June 17, 2005 11:03 ET

DFO: U.S. and Canadian Coast Guards Working Together to Strengthen Partnership

CLEVELAND, OHIO--(CCNMatthews - June 17, 2005) - The Commandant of the U.S. Coast Guard (USCG), Admiral Thomas H. Collins and John Adams, Commissioner of the Canadian Coast Guard (CCG) and their respective delegations, attended a summit meeting this week at the U.S. Coast Guard Base in Cleveland, Ohio. With the theme, Building on a Tradition of Maritime Partnership, the two agencies engaged in discussions of areas of mutual concern including marine safety and environmental protection. On the security front, challenges and opportunities surrounding marine domain awareness were also explored.

"Our two Coast Guards work side by side on a daily basis along the St. Lawrence Seaway and Great Lakes and often work together along our Atlantic and Pacific Coasts," said Commissioner Adams. "This has been a valuable exercise that has allowed us to exchange information, learn from one another and forge a stronger working relationship."

"With both the U.S. and Canada working to strengthen safety and security along our borders and waterways, it is only fitting that our two Coast Guard agencies work to establish the most productive and effective relationship possible," said Admiral Collins.

Admiral Collins also used the occasion of the summit to present Commissioner Adams with a U.S. Coast Guard Lifetime Honorary Membership in the USCG Auxiliary.

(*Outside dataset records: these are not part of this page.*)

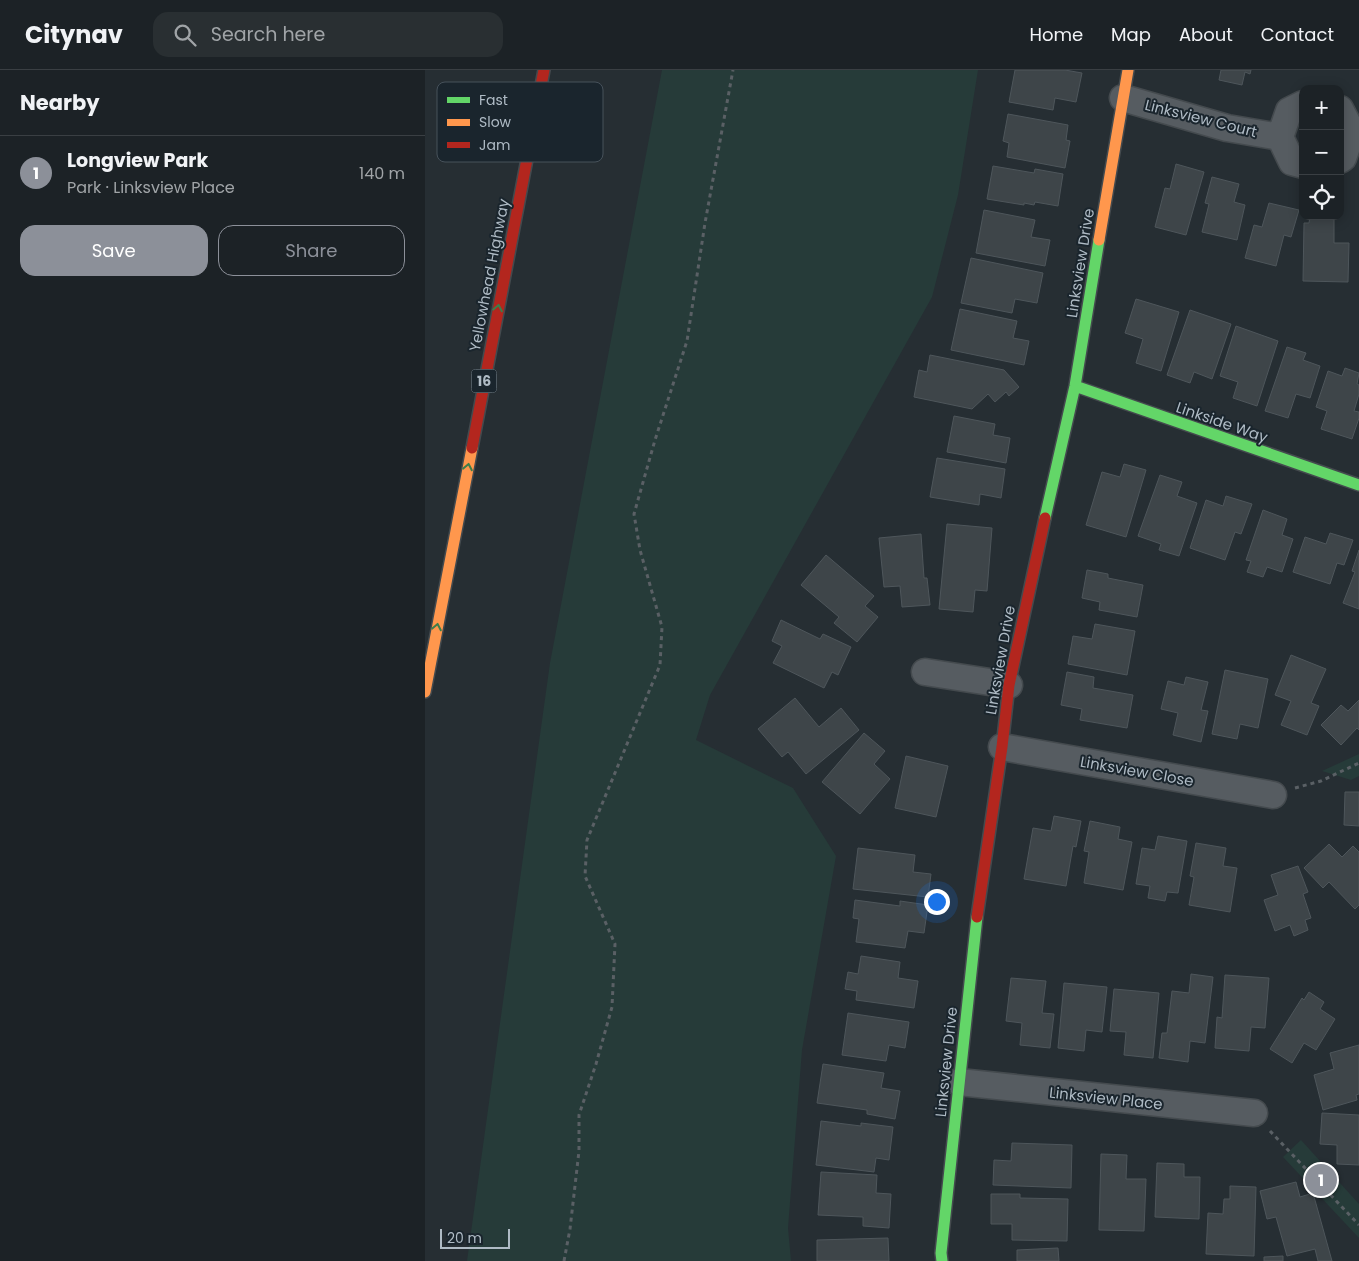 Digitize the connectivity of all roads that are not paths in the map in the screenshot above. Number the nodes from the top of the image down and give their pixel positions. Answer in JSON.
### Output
{"nodes":[{"id":1,"x":1128,"y":70,"type":"edge"},
{"id":2,"x":1123,"y":98,"type":"junction"},
{"id":3,"x":1299,"y":106,"type":"edge"},
{"id":4,"x":1344,"y":117,"type":"edge"},
{"id":5,"x":1280,"y":137,"type":"junction"},
{"id":6,"x":1344,"y":155,"type":"edge"},
{"id":7,"x":526,"y":162,"type":"edge"},
{"id":8,"x":1299,"y":164,"type":"edge"},
{"id":9,"x":1075,"y":386,"type":"junction"},
{"id":10,"x":1359,"y":485,"type":"edge"},
{"id":11,"x":925,"y":672,"type":"dead end"},
{"id":12,"x":1009,"y":685,"type":"junction"},
{"id":13,"x":425,"y":692,"type":"edge"},
{"id":14,"x":1002,"y":747,"type":"junction"},
{"id":15,"x":1273,"y":794,"type":"road end"},
{"id":16,"x":959,"y":1082,"type":"junction"},
{"id":17,"x":1254,"y":1113,"type":"road end"},
{"id":18,"x":942,"y":1261,"type":"edge"}],
"edges":[{"from":1,"to":2,"type":"main road","name":"Linksview Drive"},
{"from":2,"to":5,"type":"street","name":"Linksview Court"},
{"from":2,"to":9,"type":"main road","name":"Linksview Drive"},
{"from":3,"to":5,"type":"street"},
{"from":4,"to":6,"type":"street"},
{"from":5,"to":8,"type":"street"},
{"from":13,"to":7,"type":"main road","name":"Yellowhead Highway","number":"16","one_way":true},
{"from":9,"to":10,"type":"main road","name":"Linkside Way"},
{"from":9,"to":12,"type":"main road","name":"Linksview Drive"},
{"from":11,"to":12,"type":"street"},
{"from":12,"to":14,"type":"main road","name":"Linksview Drive"},
{"from":14,"to":15,"type":"street","name":"Linksview Close"},
{"from":14,"to":16,"type":"main road","name":"Linksview Drive"},
{"from":16,"to":17,"type":"street","name":"Linksview Place"},
{"from":16,"to":18,"type":"main road","name":"Linksview Drive"}]}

Mr. Adams also received a Distinguished Public Service Award, one of the highest public recognition awards given by the Commandant.

Commissioner Adams presented Admiral Collins with the Canadian Coast Guard's highest decoration, the Commissioner's Commendation in honour of the work carried out by the USCG Strike Team in Alabama in helping to reduce the pollution threat presented by a derelict vessel off of New Brunswick.

A backgrounder giving highlights of the U.S.C.G. and CCG relationship is attached.

More information on the C.C.G. can be found at www.ccg-gcc.gc.ca.

Information on the U.S.C.G. can be found at http://www.uscg.mil/USCG.shtm.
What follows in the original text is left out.